30 novembre 2018 5 30 /11 /novembre /2018 16:48

de Marcelo Martinessi (Paraguay)

avec Ana Brun , Margarita IrúnAna Ivanova  Regina Duarte, Alicia Guerra, Nida Gonzalez

 

Berlinale 2018 : prix Ours d’Argent meilleure interprétation féminine ; prix Alfred Bauer ; prix critique internationale

Asuncion, Paraguay. Chela, riche héritière, a mené la grande vie pendant 30 ans avec Chiquita. Mais au bord de la faillite, elle doit vendre tous ses biens et regarde Chiquita, accusée de fraude, partir en prison. Alors qu’elle n’a pas conduit depuis des années, Chela accepte de faire le taxi pour un groupe de riches femmes âgées de son quartier et fait la rencontre de la jeune et charmante Angy. A ses côtés, Chela prend confiance en elle et cherche à ouvrir un nouveau chapitre de sa vie.

Les héritières

Très souvent les premiers plans encodent le film : ici on assiste à une dépossession -de biens matériels- à travers le regard d’une femme en retrait ; clair-obscur, lumières feutrées, ambiance floue, les pas sur le sol résonnent comme le tic tac de l’horloge du temps. Un interstice -embrasure d’une porte- d’où l’on peut épier et entendre un état des lieux, un inventaire : vaisselle mobilier à vendre... Caméra subjective donc !

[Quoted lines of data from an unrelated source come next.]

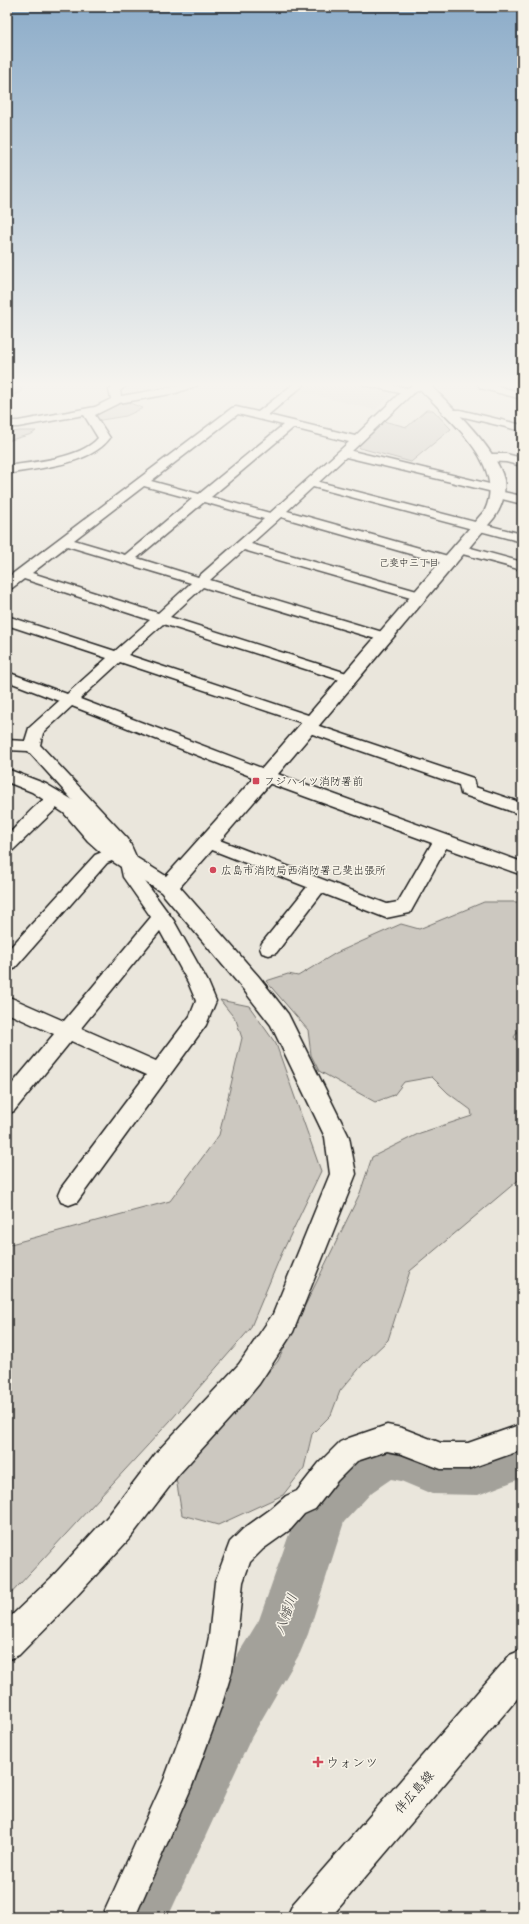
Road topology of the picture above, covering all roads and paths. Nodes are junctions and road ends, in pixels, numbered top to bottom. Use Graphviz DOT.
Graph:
graph roads {
  1 [pos="154,473"];
  2 [pos="231,473"];
  3 [pos="322,473"];
  4 [pos="422,473"];
  5 [pos="494,473"];
  6 [pos="142,482"];
  7 [pos="310,483"];
  8 [pos="498,492"];
  9 [pos="200,498"];
  10 [pos="522,500"];
  11 [pos="275,515"];
  12 [pos="479,527"];
  13 [pos="522,538"];
  14 [pos="65,540"];
  15 [pos="241,545"];
  16 [pos="455,555"];
  17 [pos="128,559"];
  18 [pos="522,566"];
  19 [pos="22,574"];
  20 [pos="201,581"];
  21 [pos="7,585"];
  22 [pos="419,596"];
  23 [pos="161,618"];
  24 [pos="7,620"];
  25 [pos="384,637"];
  26 [pos="117,656"];
  27 [pos="7,676"];
  28 [pos="348,678"];
  29 [pos="69,699"];
  30 [pos="310,724"];
  31 [pos="7,745"];
  32 [pos="32,746"];
  33 [pos="7,774"];
  34 [pos="266,776"];
  35 [pos="56,799"];
  36 [pos="522,809"];
  37 [pos="442,840"];
  38 [pos="208,842"];
  39 [pos="7,846"];
  40 [pos="122,857"];
  41 [pos="522,869"];
  42 [pos="319,885"];
  43 [pos="168,887"];
  44 [pos="161,917"];
  45 [pos="269,948"];
  46 [pos="7,964"];
  47 [pos="7,1004"];
  48 [pos="68,1031"];
  49 [pos="160,1072"];
  50 [pos="7,1105"];
  51 [pos="69,1195"];
  52 [pos="522,1437"];
  53 [pos="7,1643"];
  54 [pos="522,1667"];
  55 [pos="118,1917"];
  56 [pos="306,1917"];
  1 -- 6 [label="street"];
  2 -- 9 [label="street"];
  3 -- 7 [label="street"];
  4 -- 8 [label="street"];
  5 -- 8 [label="street"];
  6 -- 9 [label="street"];
  6 -- 14 [label="street"];
  7 -- 11 [label="street"];
  7 -- 12 [label="street"];
  8 -- 10 [label="street"];
  8 -- 12 [label="street"];
  9 -- 11 [label="street"];
  9 -- 17 [label="street"];
  11 -- 15 [label="street"];
  11 -- 16 [label="street"];
  12 -- 13 [label="street"];
  12 -- 16 [label="street"];
  14 -- 17 [label="street"];
  14 -- 19 [label="street"];
  15 -- 20 [label="street"];
  15 -- 22 [label="street"];
  16 -- 18 [label="street"];
  16 -- 22 [label="street"];
  17 -- 20 [label="street"];
  19 -- 21 [label="street"];
  19 -- 23 [label="street"];
  20 -- 23 [label="street"];
  20 -- 25 [label="street"];
  22 -- 25 [label="street"];
  23 -- 26 [label="street"];
  23 -- 28 [label="street"];
  24 -- 26 [label="street"];
  25 -- 28 [label="street"];
  26 -- 29 [label="street"];
  26 -- 30 [label="street"];
  27 -- 29 [label="street"];
  28 -- 30 [label="street"];
  29 -- 32 [label="street"];
  29 -- 34 [label="street"];
  30 -- 34 [label="street"];
  30 -- 36 [label="street"];
  31 -- 32 [label="street"];
  32 -- 40 [label="street"];
  33 -- 35 [label="street"];
  34 -- 37 [label="street"];
  34 -- 38 [label="street"];
  35 -- 39 [label="street"];
  35 -- 40 [label="street"];
  37 -- 41 [label="street"];
  37 -- 42 [label="street"];
  38 -- 42 [label="street"];
  38 -- 43 [label="street"];
  40 -- 43 [label="street"];
  40 -- 44 [label="street"];
  40 -- 46 [label="street"];
  42 -- 45 [label="street"];
  43 -- 53 [label="street"];
  44 -- 48 [label="street"];
  44 -- 49 [label="street"];
  47 -- 48 [label="street"];
  48 -- 49 [label="street"];
  48 -- 50 [label="street"];
  49 -- 51 [label="street"];
  52 -- 55 [label="street"];
  54 -- 56 [label="street, 伴広島線"];
}
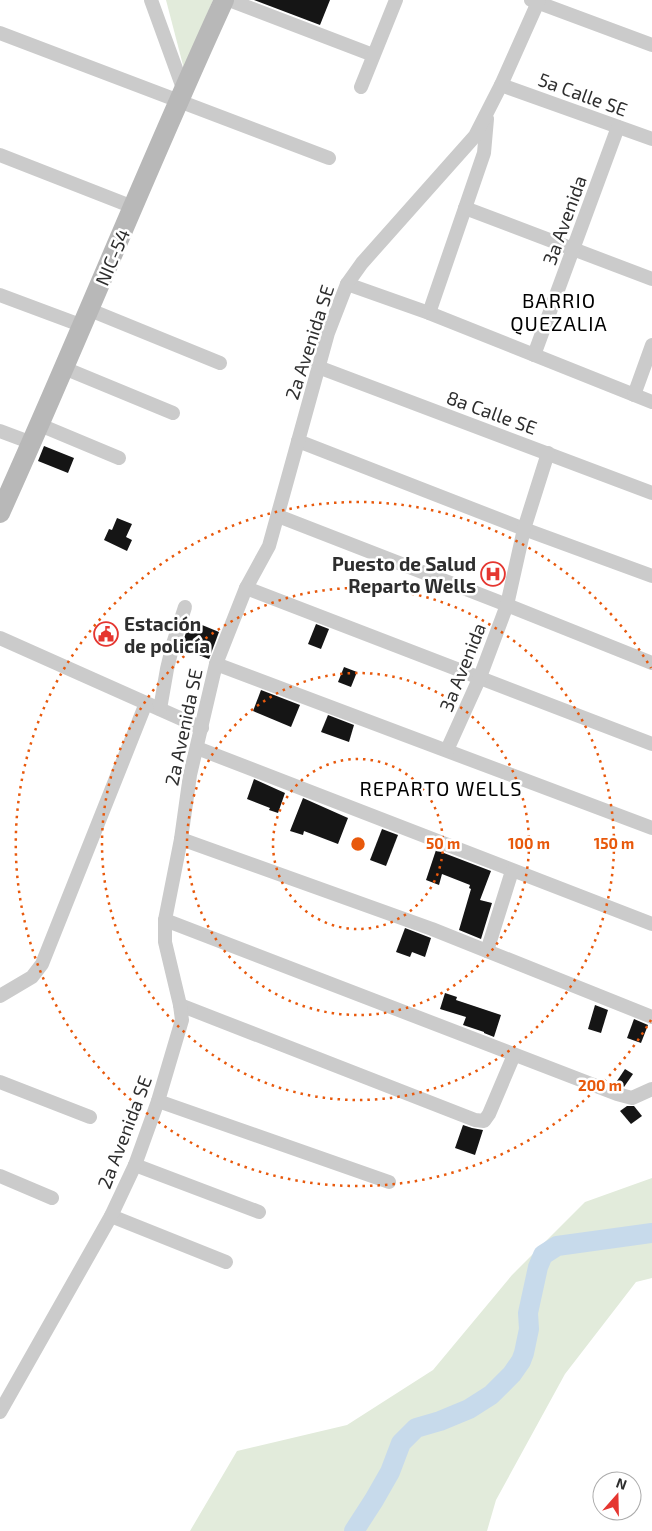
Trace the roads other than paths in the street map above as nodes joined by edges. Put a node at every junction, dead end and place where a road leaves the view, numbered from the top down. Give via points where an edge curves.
1 (151, 0) edge
2 (224, 0) edge
3 (229, 0) edge
4 (396, 0) edge
5 (536, 1) edge
6 (0, 33) edge
7 (652, 45) edge
8 (374, 55) junction
9 (502, 85) junction
10 (362, 87) dead end
11 (181, 95) junction
12 (487, 114) junction
13 (618, 127) junction
14 (652, 139) edge
15 (0, 155) edge
16 (329, 158) dead end
17 (133, 207) junction
18 (465, 208) junction
19 (573, 249) junction
20 (652, 279) edge
21 (346, 284) junction
22 (0, 295) edge
23 (429, 313) junction
24 (86, 318) junction
25 (652, 344) edge
26 (534, 355) junction
27 (220, 363) dead end
28 (318, 367) junction
29 (64, 368) junction
30 (634, 395) junction
31 (652, 402) edge
32 (174, 413) dead end
33 (40, 425) junction
34 (0, 431) edge
35 (298, 441) junction
36 (32, 443) junction
37 (548, 453) junction
38 (119, 458) dead end
39 (652, 493) edge
40 (0, 514) edge
41 (278, 516) junction
42 (524, 529) junction
43 (652, 576) edge
44 (246, 588) junction
45 (507, 605) junction
46 (185, 607) dead end
47 (0, 638) edge
48 (652, 663) edge
49 (216, 664) junction
50 (480, 677) junction
51 (146, 703) junction
52 (160, 709) junction
53 (202, 728) junction
54 (652, 744) edge
55 (197, 748) junction
56 (447, 750) junction
57 (652, 828) edge
58 (181, 839) junction
59 (512, 871) junction
60 (165, 920) junction
61 (652, 924) edge
62 (487, 951) junction
63 (0, 996) edge
64 (180, 1005) junction
65 (652, 1017) edge
66 (514, 1055) junction
67 (0, 1082) edge
68 (652, 1089) edge
69 (158, 1102) junction
70 (90, 1117) dead end
71 (135, 1165) junction
72 (0, 1176) edge
73 (389, 1182) dead end
74 (52, 1198) dead end
75 (259, 1212) dead end
76 (111, 1216) junction
77 (226, 1262) dead end
78 (0, 1412) edge

1 - 11 street
2 - 11 main road, NIC-54 / NIC-54
3 - 8 street
4 - 8 street
5 - 7 street
5 - 9 street, 2a Avenida SE
6 - 11 street
8 - 10 street
9 - 12 street, 2a Avenida SE
9 - 13 street, 5a Calle SE
11 - 16 street
11 - 17 main road, NIC-54 / NIC-54
12 - 18 street via 484,153
12 - 21 street, 2a Avenida SE via 475,136
13 - 14 street, 5a Calle SE
13 - 19 street, 3a Avenida
15 - 17 street
17 - 24 main road, NIC-54 / NIC-54
18 - 19 street
18 - 23 street
19 - 20 street
19 - 26 street, 3a Avenida
21 - 23 street
21 - 28 street, 2a Avenida SE
22 - 24 street
23 - 26 street
24 - 27 street
24 - 29 main road, NIC-54 / NIC-54
25 - 30 street
26 - 30 street
28 - 35 street, 2a Avenida SE
28 - 37 street, 8a Calle SE
29 - 32 street
29 - 33 main road, NIC-54 / NIC-54
30 - 31 street
33 - 36 main road, NIC-54 / NIC-54
33 - 38 street
34 - 36 street
35 - 41 street, 2a Avenida SE
35 - 42 street
36 - 40 main road, NIC-54 / NIC-54
37 - 39 street, 8a Calle SE
37 - 42 street, 3a Avenida
41 - 44 street, 2a Avenida SE via 269,546
41 - 45 street
42 - 43 street
42 - 45 street, 3a Avenida
44 - 49 street, 2a Avenida SE
44 - 50 street
45 - 48 street
45 - 50 street, 3a Avenida
46 - 52 street via 172,644
47 - 51 street
49 - 53 street, 2a Avenida SE
49 - 56 street
50 - 54 street
50 - 56 street, 3a Avenida
51 - 52 street
51 - 63 street via 42,964 32,977
52 - 53 street
53 - 55 street, 2a Avenida SE
55 - 58 street, 2a Avenida SE
55 - 59 street
56 - 57 street
58 - 60 street, 2a Avenida SE
58 - 62 street
59 - 61 street
59 - 62 street
60 - 64 street, 2a Avenida SE via 165,942
60 - 66 street
62 - 65 street
64 - 66 street via 476,1120 484,1121 489,1114
64 - 69 street, 2a Avenida SE via 179,1035
66 - 68 street via 632,1098
67 - 70 street
69 - 71 street, 2a Avenida SE
69 - 73 street
71 - 75 street
71 - 76 street, 2a Avenida SE
72 - 74 street
76 - 77 street
76 - 78 street, 2a Avenida SE

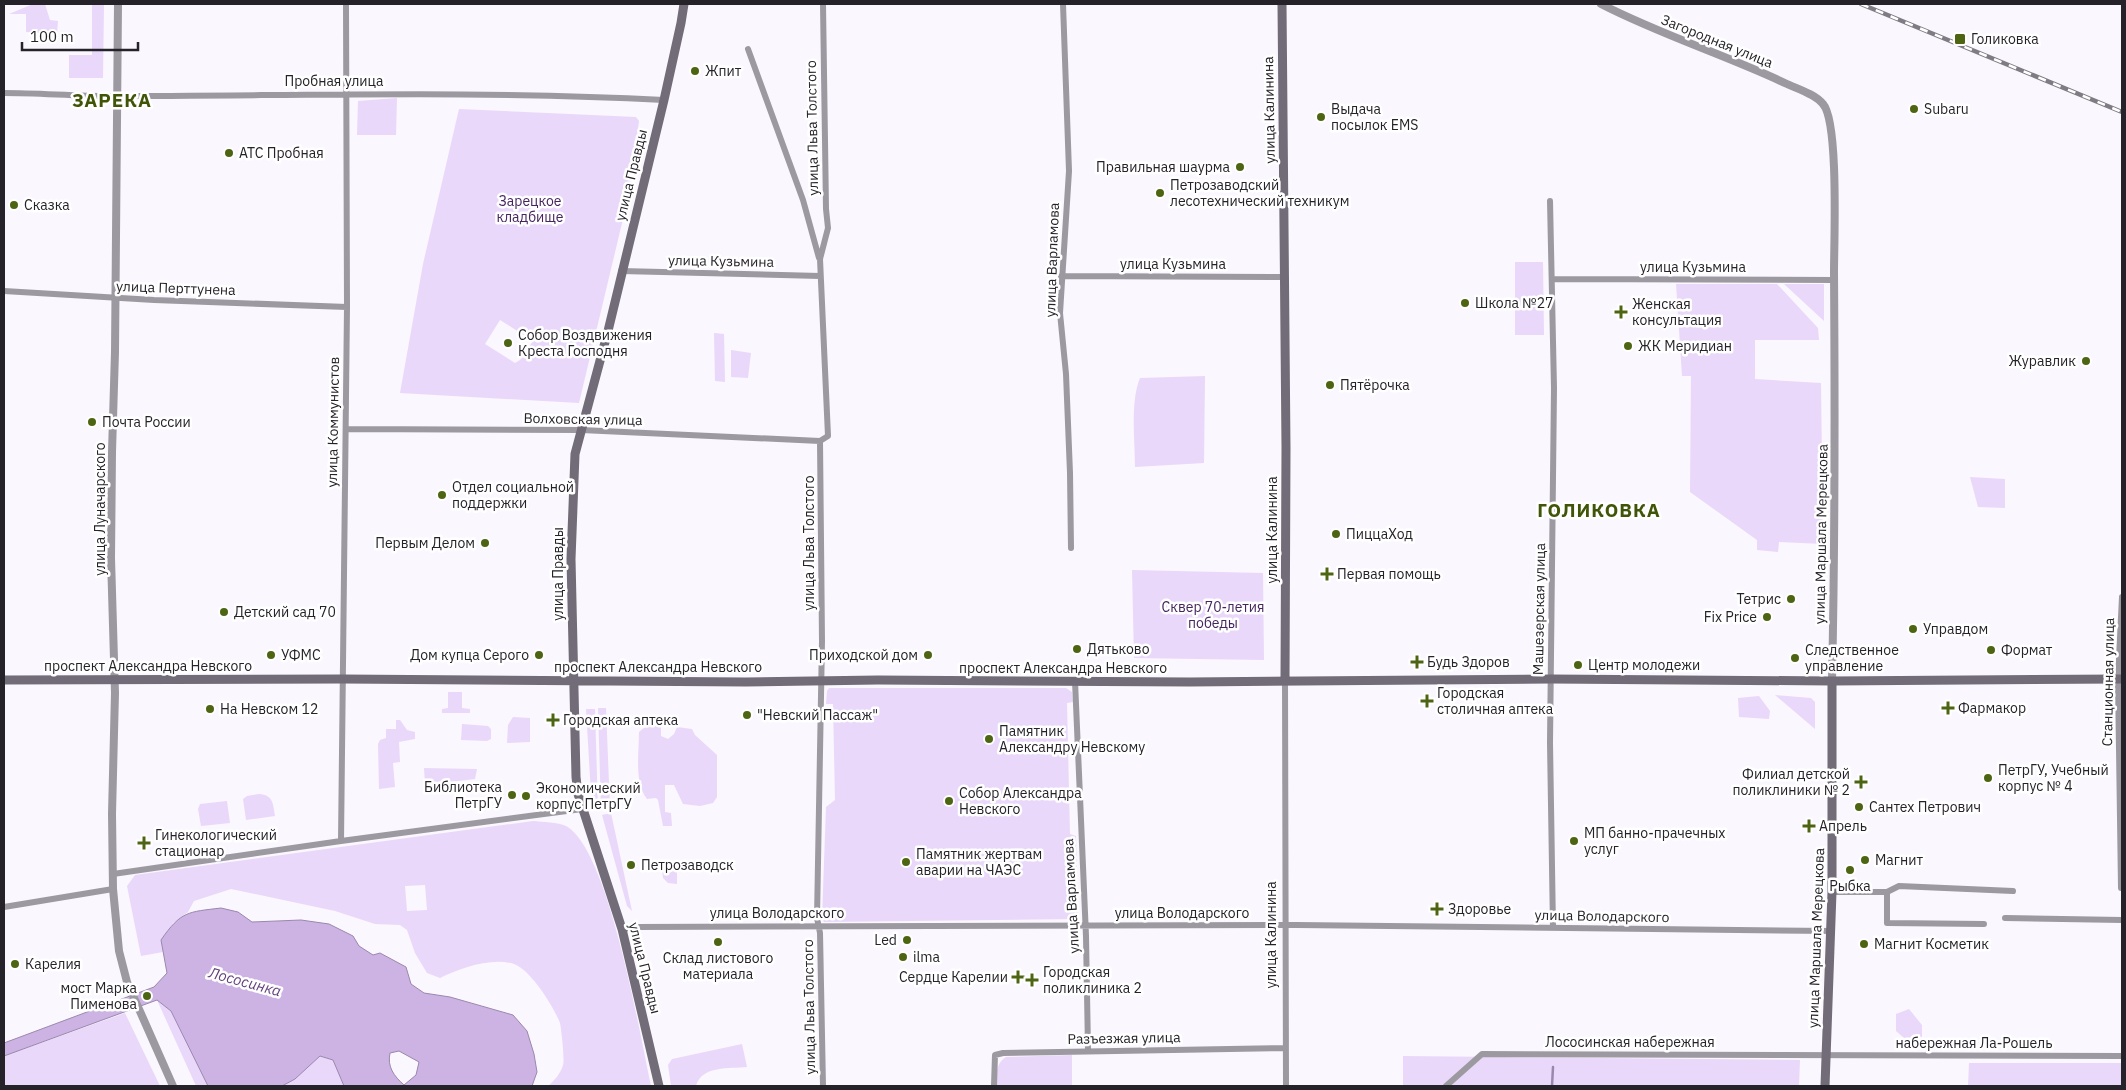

Chela (la femme en retrait) et sa compagne Chiquita (plus alerte et gaillarde) sont contraintes de se débarrasser de leurs biens pour "survivre" . A l’opulence (suggérée) succédera l’enfermement : prison pour Chiquita (fraude fiscale?) solitude forcée pour Chela qui telle une ermite se coupe du monde extérieur dans cette maison désormais vide.  Muette -souvent- elle assiste hébétée et passive à ce qui la concerne au premier chef : on "brade"  son passé comme on "brade"  tous ses biens…

Hormis la voiture ! Et c’est précisément grâce à elle (Chela sera chauffeur de taxi pour gagner sa vie) que le personnage jusque-là neurasthénique, se réveille et que son corps éprouve à nouveau le désir (suite à la la rencontre avec Angy). La caméra quitte le décor de la maison vide ou du club des bridgeuses ou de la prison pour femmes et s’aventure aux côtés de la conductrice sur un horizon élargi (le défilé incessant de camions sur l’autoroute rythme différents aperçus de paysages comme autant de morceaux éclatés du pays). Chela ouvre les yeux !!!!

 

On devine l’empathie du réalisateur pour ses personnages : en variant les angles de vue sur le visage de Chela, en insistant sur sa passivité ou plus tard en la faisant accéder à la lumière dans un éclat solaire, il semble avant tout pénétrer une conscience ; en montrant les vieilles bridgeuses avec leurs breloques et leur maquillage outrancier, il ne les ridiculise pas, mais quand s’amorce la valse des prédatrices, nulle tendresse pour ces bourges ignares...

 

Marcelo Martinessi procède par ellipses et non-dits dans son film d’atmosphère où il n’y a quasiment pas d’hommes. Et seuls des regards échangés, les paroles de chansons ou les commérages des vieilles vont aider le spectateur à  "deviner"  le contexte politico-économique du pays. Mais trop de distanciation peut confiner à une sorte d’effacement. Dommage !

Reste le portrait d’une femme fragile et troublée à la gravité tranquille qui à 60 ans s’engage dans une voie nouvelle. (admirablement interprétée par Ana Brun)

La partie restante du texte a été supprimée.